Spousal IRA.
In plain English
A Spousal IRA is a regular Roth or Traditional IRA held in the name of a non-working or low-earning spouse, funded by the working spouse's earned income. Each spouse counts as having earned income up to the working spouse's total, which means a non-working spouse can contribute the full annual IRA limit ($7,500 in 2026, $8,600 age 50+) using the working spouse's wages. The couple must file a joint federal return to use the spousal contribution rule.
01Why it matters
Spousal IRAs double a couple's tax-advantaged retirement savings room: a working spouse can contribute $7,500 to their own IRA AND $7,500 to the non-working spouse's IRA, on the same household earned income. Over 30 years at 7% returns, that second IRA can compound to over $500,000 of additional retirement assets.
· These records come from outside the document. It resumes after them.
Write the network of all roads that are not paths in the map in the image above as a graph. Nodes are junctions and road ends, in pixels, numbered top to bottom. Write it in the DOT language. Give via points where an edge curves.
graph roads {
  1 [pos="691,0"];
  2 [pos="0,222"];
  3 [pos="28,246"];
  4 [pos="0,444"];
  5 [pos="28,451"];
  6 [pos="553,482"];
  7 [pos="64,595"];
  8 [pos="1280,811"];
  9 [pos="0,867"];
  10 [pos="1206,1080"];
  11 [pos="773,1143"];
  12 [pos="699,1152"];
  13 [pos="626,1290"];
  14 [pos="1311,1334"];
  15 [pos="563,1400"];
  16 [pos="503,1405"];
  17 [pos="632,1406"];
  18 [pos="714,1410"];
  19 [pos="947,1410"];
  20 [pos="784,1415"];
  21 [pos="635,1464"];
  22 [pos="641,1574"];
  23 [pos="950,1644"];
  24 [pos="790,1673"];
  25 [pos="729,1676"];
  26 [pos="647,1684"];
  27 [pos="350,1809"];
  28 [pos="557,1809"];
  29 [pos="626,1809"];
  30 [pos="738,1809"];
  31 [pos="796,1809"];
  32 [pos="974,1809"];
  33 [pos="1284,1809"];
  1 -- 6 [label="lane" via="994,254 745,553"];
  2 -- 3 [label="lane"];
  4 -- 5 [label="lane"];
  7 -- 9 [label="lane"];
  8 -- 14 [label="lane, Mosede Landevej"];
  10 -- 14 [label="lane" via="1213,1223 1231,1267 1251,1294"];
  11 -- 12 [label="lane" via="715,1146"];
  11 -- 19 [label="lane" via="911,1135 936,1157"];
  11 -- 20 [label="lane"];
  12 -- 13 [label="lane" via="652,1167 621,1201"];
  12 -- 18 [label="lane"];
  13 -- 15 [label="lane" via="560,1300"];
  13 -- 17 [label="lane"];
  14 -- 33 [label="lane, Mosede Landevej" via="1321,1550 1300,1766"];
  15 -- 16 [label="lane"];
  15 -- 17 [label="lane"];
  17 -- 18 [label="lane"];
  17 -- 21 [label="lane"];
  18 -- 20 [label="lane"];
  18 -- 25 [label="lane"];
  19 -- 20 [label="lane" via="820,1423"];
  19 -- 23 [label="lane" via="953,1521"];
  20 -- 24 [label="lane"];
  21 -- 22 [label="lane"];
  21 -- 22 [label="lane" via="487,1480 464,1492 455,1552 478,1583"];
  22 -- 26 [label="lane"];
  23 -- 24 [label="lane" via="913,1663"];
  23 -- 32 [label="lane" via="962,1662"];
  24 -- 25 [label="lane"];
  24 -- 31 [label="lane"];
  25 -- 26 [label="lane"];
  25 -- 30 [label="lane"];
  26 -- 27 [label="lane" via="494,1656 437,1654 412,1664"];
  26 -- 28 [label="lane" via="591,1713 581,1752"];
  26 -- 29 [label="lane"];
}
Couples where one spouse takes time out of paid work (often for caregiving) routinely under-use this option, leaving meaningful tax-advantaged room on the table.
02The math, step by step
Married couple files jointly: one spouse earns $120,000, the other has no earned income while raising young children. Both can contribute $7,500 to IRAs in 2026 (the working spouse to their own, the non-working spouse to a Spousal IRA), funded entirely from the working spouse's wages. Over 20 years at 7% returns, the Spousal IRA alone grows to approximately $310,000.
03What this is NOT
IRAs are always individually owned; there is no such thing as a 'joint IRA' under federal tax law. A Spousal IRA is an individual account held in the non-working spouse's name; the working spouse's income just provides the funding eligibility, not ownership.